Cosmos Week
Differentiable Forward Modeling for Efficient and Accurate Shear Inference
CosmologyEnglish editionPreprintPreliminary result

Differentiable Forward Modeling for Efficient and Accurate Shear Inference

Forthcoming Stage-IV dark energy optical surveys, such as LSST, have the ambitious goal of measuring cosmological parameters at sub-percent precision.

Original source cited and editorially framed by Cosmos Week. arXiv Cosmology
Editorial signatureCosmos Week Editorial Desk
Published23 Apr 2026 20: 07 UTC
Updated2026-04-23
Coverage typePreprint
Evidence levelPreliminary result
Read time4 min read

Key points

  • Focus: Forthcoming Stage-IV dark energy optical surveys, such as LSST, have the ambitious goal of measuring cosmological parameters at sub-percent precision
  • Editorial reading: provisional result, not yet formally peer reviewed.
Full story

Forthcoming Stage-IV dark energy optical surveys, such as LSST, have the ambitious goal of measuring cosmological parameters at sub-percent precision. The new analysis still awaits peer review, but it already lays out the central claim clearly.

This matters because cosmology operates at the edge of what current instruments can measure, where systematic errors and model assumptions are never trivial. Small discrepancies between independent measurements have historically pointed toward missing physics rather than simple calibration errors, and the ongoing tension in the Hubble constant is a live example of how a persistent disagreement between methods can reshape the theoretical landscape. Each new dataset that approaches this territory with independent systematics adds real information to a problem that has resisted easy resolution for more than a decade. Realizing their full scientific potential requires very precise measurement of the cosmic shear signal and control of corresponding systematics. In this work, we present a modern implementation of the Bayesian shear inference framework in Schneider et al.

(2014), in the case that the PSF and sky background are known. This framework automatically propagates the pixel-noise measurement error from each galaxy into the final shear estimate, and thus requires no external calibration to handle noise.

As a first application of this new implementation, we infer the cosmic shear posterior from simulated images consisting of isolated exponential galaxies with LSST-like levels of. In this simplified scenario, we estimate the absolute multiplicative bias $|m|$ of our approach to be below $0.

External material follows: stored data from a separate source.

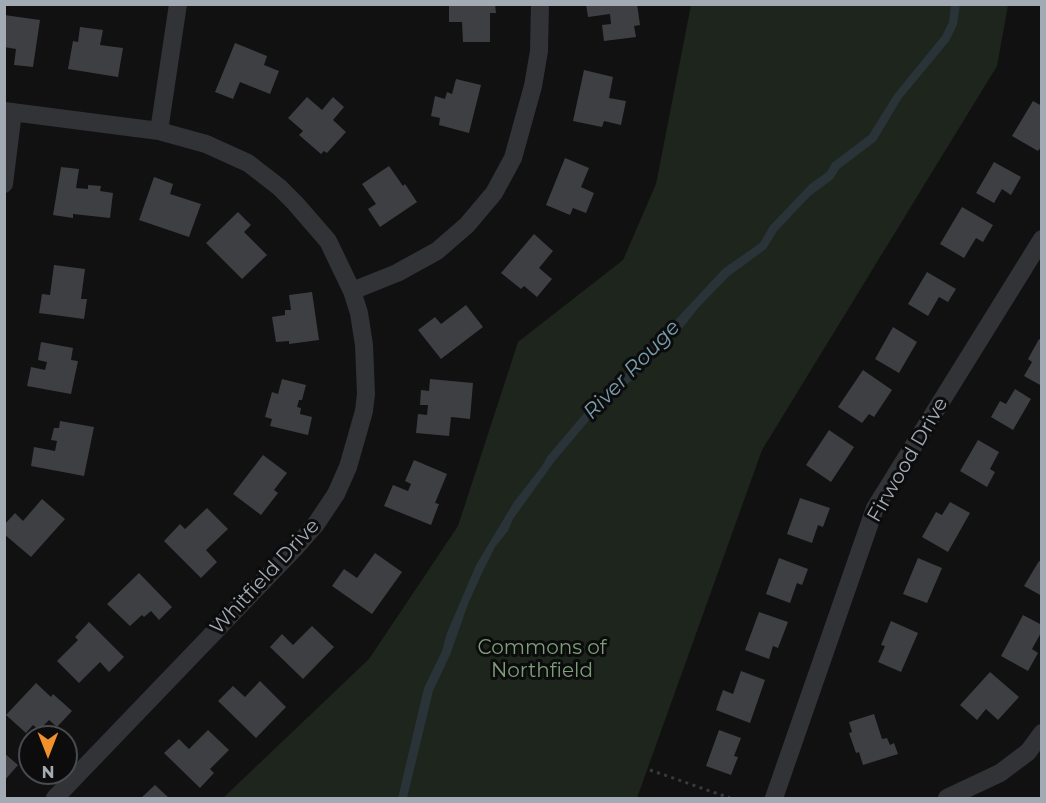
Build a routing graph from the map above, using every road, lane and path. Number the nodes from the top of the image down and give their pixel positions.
1 (540, 4) edge
2 (176, 6) edge
3 (9, 111) edge
4 (159, 131) junction
5 (4, 184) edge
6 (1041, 239) edge
7 (352, 291) junction
8 (1041, 733) edge
9 (650, 770) dead end
10 (780, 797) edge
11 (55, 798) edge
12 (730, 798) edge
13 (947, 798) edge

1 - 7 street
2 - 4 street
3 - 4 street, Whitfield Drive
3 - 5 street
4 - 7 street, Whitfield Drive
6 - 10 street, Firwood Drive
7 - 11 street, Whitfield Drive
8 - 13 street
9 - 12 path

Both results are within the LSST requirement of $|m| < 2 \times10^{-3}$. Our final galaxy-fitting MCMC produces $300$ effective samples of galaxy properties in $0.45$ seconds per galaxy using a single A100 GPU.

The relevance goes beyond one dataset because even small shifts in measured parameters can matter when the field is testing the limits of the standard cosmological model. The Lambda-CDM framework describes the observable universe with remarkable economy, but its success rests on two components, dark matter and dark energy, whose physical nature remains entirely unknown. Any credible measurement that tightens or loosens the constraints on those components moves the entire theoretical enterprise forward, regardless of whether the immediate result looks dramatic on its own terms.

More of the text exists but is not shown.